I personally see intelligence as one’s ability to embrace all they can, to be open to every experience whether it be ‘good’ or ‘bad’.  It is about having an opinion or a point of view while allowing others to have theirs and listening to those opinions with an open mind and appreciating and respecting them for what they are.  We do not have to agree with one another to have intelligent conversation nor do we have to refute, merely to listen and respond.

I have had some wonderful conversations with people with no formal education, people who simply speak from their hearts, sometimes a little timidly, sometimes with great passion.  What makes these conversations intelligent to me is the fact that these people know their truth. They know their feelings and their words don’t come from another persons mind but straight from within.  Intelligence is not one’s ability to recite another’s teachings it is about one’s ability to know what they feel and to express this to honour the existence of these thoughts, ideas and concepts.

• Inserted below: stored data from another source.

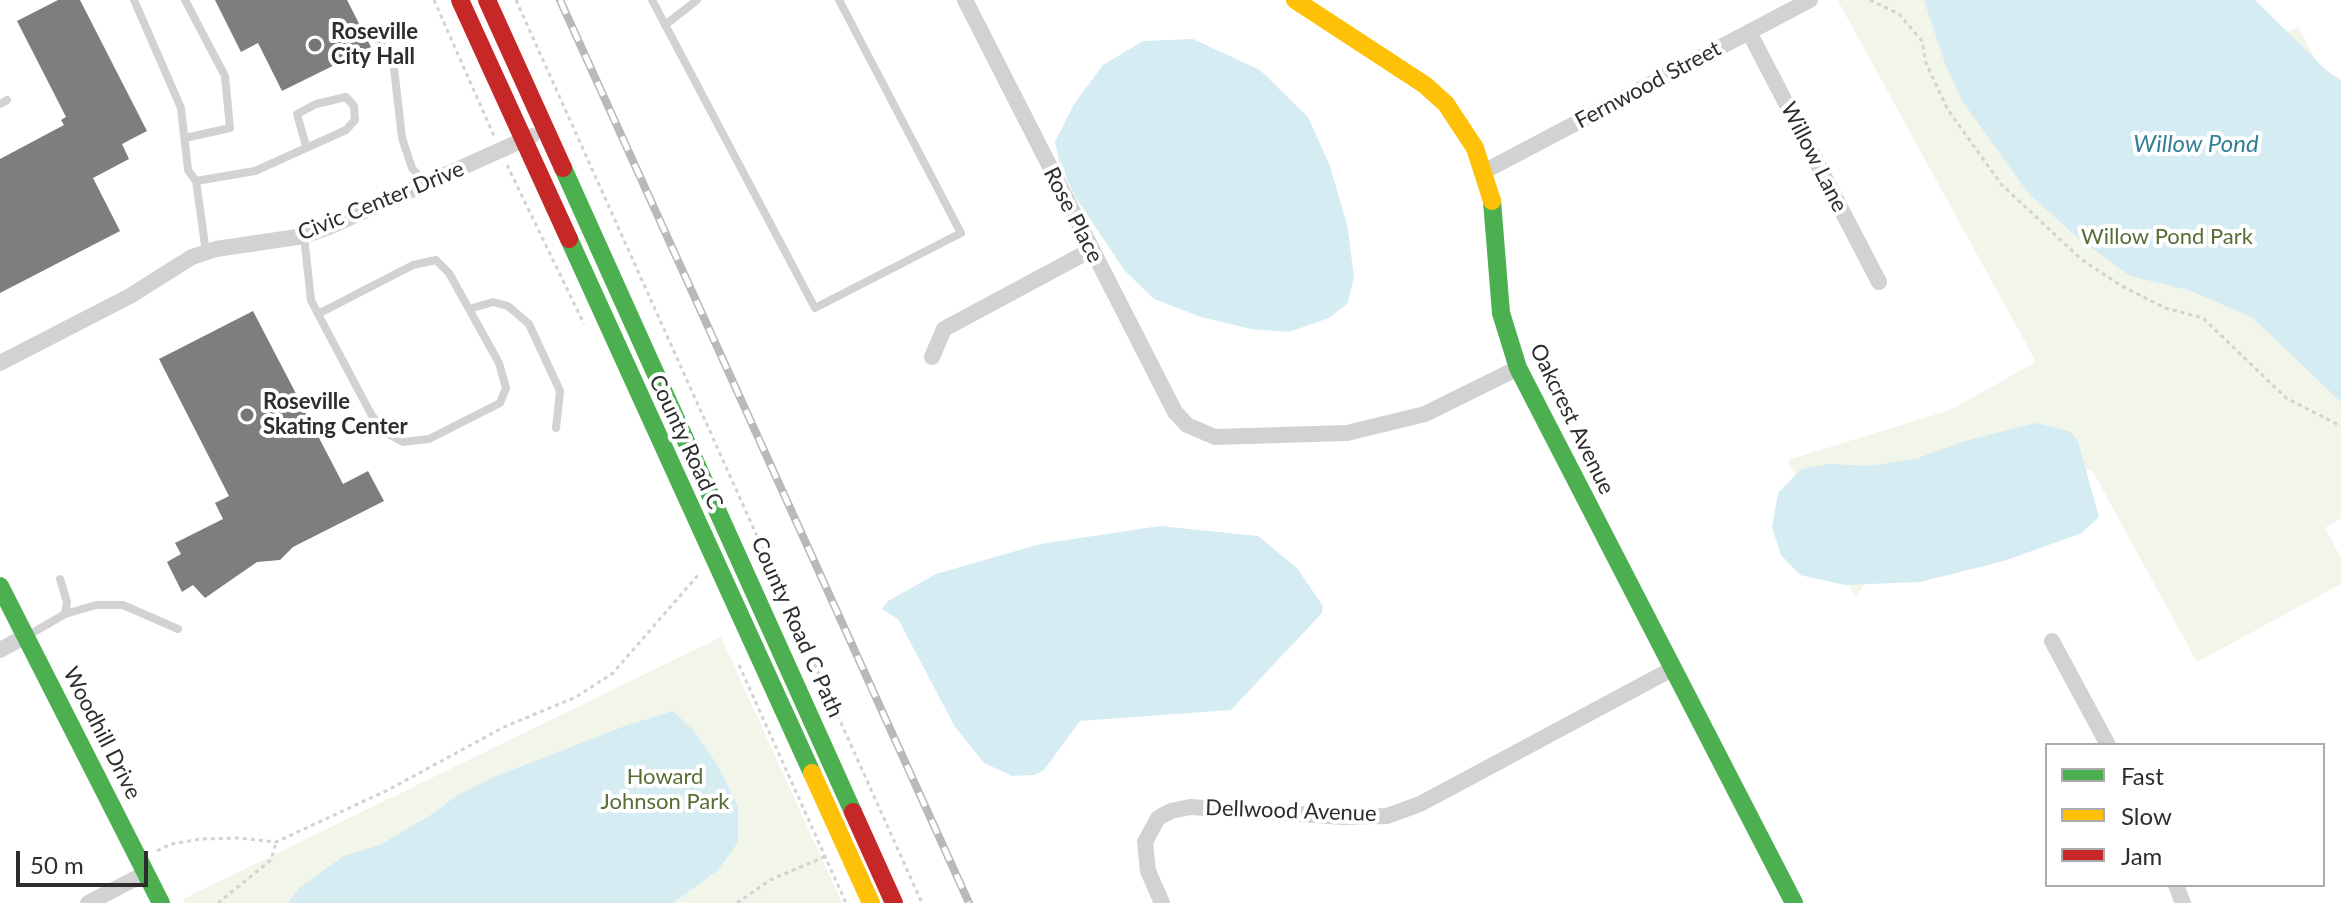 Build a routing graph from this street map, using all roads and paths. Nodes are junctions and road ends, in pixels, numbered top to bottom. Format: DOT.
graph roads {
  1 [pos="134,0"];
  2 [pos="185,0"];
  3 [pos="434,0"];
  4 [pos="460,0"];
  5 [pos="487,0"];
  6 [pos="516,0"];
  7 [pos="652,0"];
  8 [pos="697,0"];
  9 [pos="839,0"];
  10 [pos="965,0"];
  11 [pos="1295,0"];
  12 [pos="1810,0"];
  13 [pos="1870,0"];
  14 [pos="665,25"];
  15 [pos="1749,32"];
  16 [pos="373,35"];
  17 [pos="545,131"];
  18 [pos="185,138"];
  19 [pos="523,140"];
  20 [pos="306,146"];
  21 [pos="501,151"];
  22 [pos="1485,171"];
  23 [pos="196,181"];
  24 [pos="425,184"];
  25 [pos="304,236"];
  26 [pos="1091,250"];
  27 [pos="206,252"];
  28 [pos="1879,282"];
  29 [pos="469,309"];
  30 [pos="318,314"];
  31 [pos="587,330"];
  32 [pos="932,357"];
  33 [pos="0,363"];
  34 [pos="1518,368"];
  35 [pos="2341,426"];
  36 [pos="556,428"];
  37 [pos="696,565"];
  38 [pos="699,574"];
  39 [pos="60,579"];
  40 [pos="0,586"];
  41 [pos="705,588"];
  42 [pos="65,614"];
  43 [pos="178,629"];
  44 [pos="26,636"];
  45 [pos="2052,641"];
  46 [pos="0,650"];
  47 [pos="736,659"];
  48 [pos="1674,668"];
  49 [pos="2107,743"];
  50 [pos="276,842"];
  51 [pos="824,857"];
  52 [pos="142,866"];
  53 [pos="88,903"];
  54 [pos="161,903"];
  55 [pos="218,903"];
  56 [pos="737,903"];
  57 [pos="846,903"];
  58 [pos="871,903"];
  59 [pos="894,903"];
  60 [pos="922,903"];
  61 [pos="1162,903"];
  62 [pos="1794,903"];
  1 -- 18 [label="lane"];
  2 -- 18 [label="lane"];
  3 -- 21 [label="path"];
  4 -- 19 [label="main road, County Road C"];
  5 -- 17 [label="main road, County Road C"];
  6 -- 60 [label="path, County Road C Path"];
  7 -- 14 [label="lane"];
  8 -- 14 [label="lane"];
  9 -- 14 [label="lane"];
  10 -- 26 [label="street, Rose Place"];
  11 -- 22 [label="main road, Oakcrest Avenue"];
  12 -- 15 [label="street, Fernwood Street"];
  13 -- 35 [label="path"];
  15 -- 22 [label="street, Fernwood Street"];
  15 -- 28 [label="street, Willow Lane"];
  16 -- 24 [label="lane"];
  17 -- 19 [label="street, Civic Center Drive"];
  17 -- 59 [label="main road, County Road C"];
  18 -- 23 [label="lane"];
  19 -- 21 [label="street, Civic Center Drive"];
  19 -- 58 [label="main road, County Road C"];
  20 -- 20 [label="lane"];
  20 -- 23 [label="lane"];
  21 -- 24 [label="street, Civic Center Drive"];
  21 -- 31 [label="path"];
  22 -- 34 [label="main road, Oakcrest Avenue"];
  23 -- 27 [label="lane"];
  24 -- 25 [label="street, Civic Center Drive"];
  25 -- 27 [label="street, Civic Center Drive"];
  25 -- 30 [label="lane"];
  26 -- 32 [label="street"];
  26 -- 34 [label="street, Rose Place"];
  27 -- 33 [label="street, Civic Center Drive"];
  29 -- 30 [label="lane"];
  29 -- 30 [label="lane"];
  29 -- 36 [label="lane"];
  34 -- 48 [label="main road, Oakcrest Avenue"];
  37 -- 38 [label="path"];
  38 -- 41 [label="path"];
  38 -- 50 [label="path"];
  39 -- 42 [label="lane"];
  40 -- 44 [label="main road, Woodhill Drive"];
  42 -- 43 [label="lane"];
  42 -- 44 [label="lane"];
  44 -- 46 [label="street"];
  44 -- 52 [label="main road, Woodhill Drive"];
  45 -- 49 [label="street"];
  47 -- 51 [label="path"];
  48 -- 61 [label="street, Dellwood Avenue"];
  48 -- 62 [label="main road, Oakcrest Avenue"];
  50 -- 52 [label="path"];
  50 -- 55 [label="path"];
  51 -- 56 [label="path"];
  51 -- 57 [label="path"];
  52 -- 53 [label="street"];
  52 -- 54 [label="main road, Woodhill Drive"];
}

I recently had a conversation with someone who inferred I was not as intelligent as he because I had not travelled extensively; he questioned my interest in other cultures because I did not watch foreign films.  Since when does one’s intelligence align with one’s bank account or work opportunities?  Since when has watching films spoken in a language I cannot understand been a measure of my ability to use my mind?

Some one else who I consider to be very intelligent because of the stimulating heartfelt conversations we have considers me more intelligent than them because I am able to express myself through my writing.  This is not intelligence, this a merely my tool to express my intelligence; my tool to express my thoughts and ideals.  So I have the gift of the gab and my amazing friend is not so fortunate (or unfortunate as some may say!) to have this same ability.  We are both intelligent human beings, we just utilise this intelligence differently.

I have had some dreadfully boring conversations with highly intellectual beings who perceive themselves to be experts or near enough in some fields. Most of these people have not learned learned through experience, they have often developed almost tunnel vision in their pursuit of their holy grail. To be spoken to with condescension by another person reveals much more about them than it does about me. Does their lack of tolerance and ability to communicate with in an ordinary everyday conversation make them intelligent… I think not, however you are entitled to your own belief in this as you are in everything.

Intelligence, what is it to me?  It is the ability to be yourself and allow others to be who they are and still encourage and enjoy open and honest communication.  What does it mean to you?